The true definition of “Big Beer”.

First, here is how the merger is expected to play out. Stats show that AB-Inbev controls around 45% of the total US beer market. Since there is no conceivable way the Department of Justice will allow the US business of SABMiller to be added to that 45% due to anti-trust laws, AB-Inbev will likely be forced to sell off the US portion of their new acquisition.

Currently all SABMiller products in the US are sold through MillerCoors, a joint venture that exists only in the US between SABMiller and Molsen Coors. Since they are already invested heavily in this joint venture, many assume Molsen Coors will be the likely purchaser of all SABMiller products in the US. Which effectively means that it will be business as usual for MillerCoors. They will simply become 100% owned by Molsen Coors instead of half owned by Molsen Coors. They will sell the same products to the same distributors through the same retailers to the same consumers. Nothing changes on that front.

Except for one thing. And this is where the strange reasoning about the merger being good for craft beer comes in. “People take beer very personally,” Brewers Association director Paul Gatza told Melissa Stanger of Business Insider. “When something happens to their favorite beer or their ability to get it, or something helps or hurts a brewer they care about, they internalize it and want to do something about it. People may see [the merger] as a time to rally around their local brewery.”

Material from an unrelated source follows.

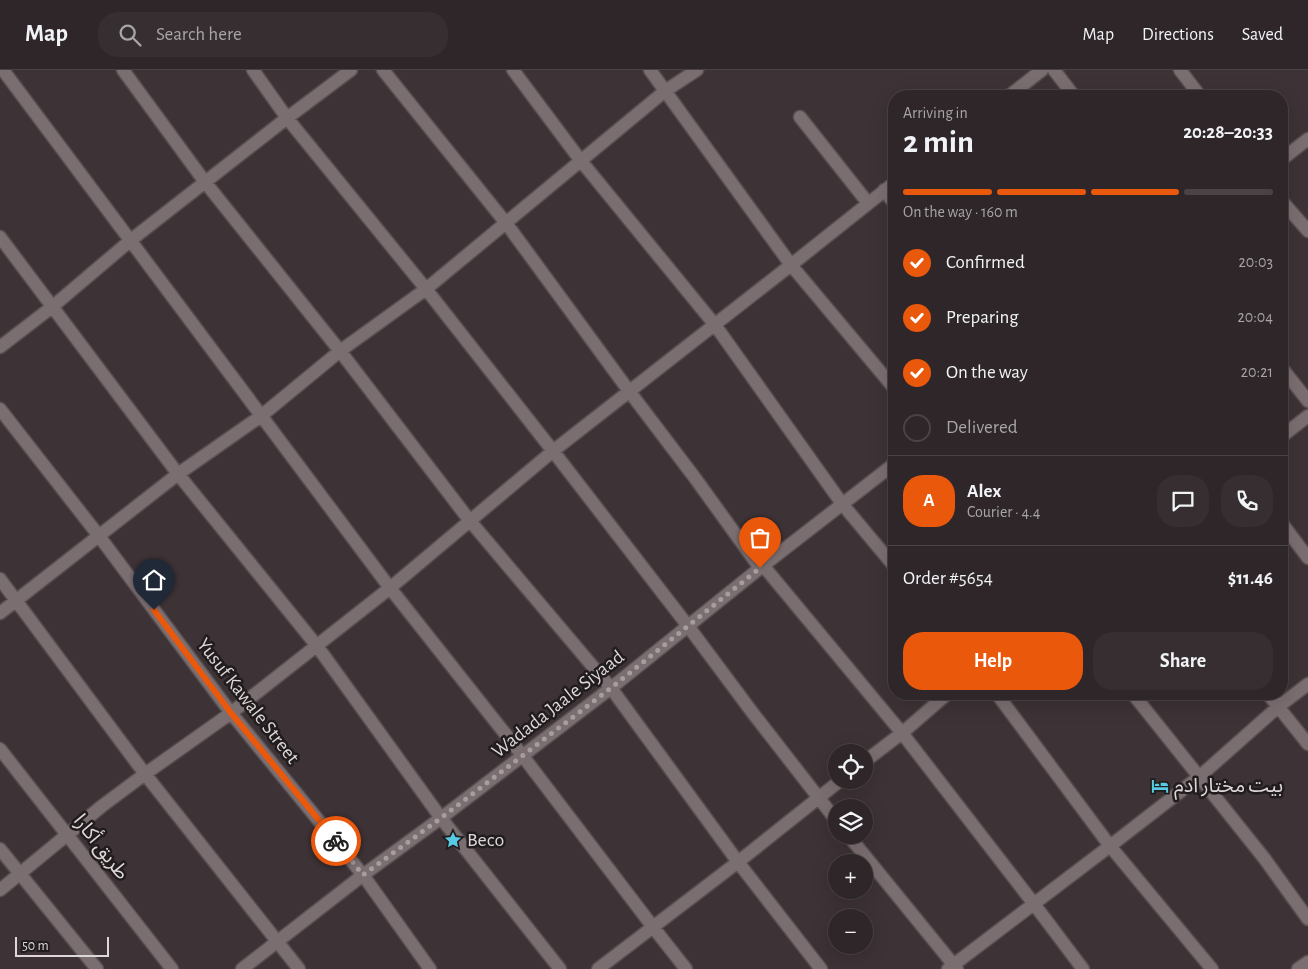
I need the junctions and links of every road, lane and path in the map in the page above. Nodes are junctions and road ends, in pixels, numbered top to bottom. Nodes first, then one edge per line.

Here’s the thing. There are now over 4,000 craft breweries in the US with another 1,800 or so planning to open in the next year. Craft beer is growing at 16% per year and is expected to continue to increase market share for at least another decade. Maybe two. So the genie is already out of the bottle. People are moving in droves toward supporting their local brewery. A change in who owns half of Miller Brewing in the US is not going to stop that trend.

What do you think? Will the merger actually drive more demand for craft beer?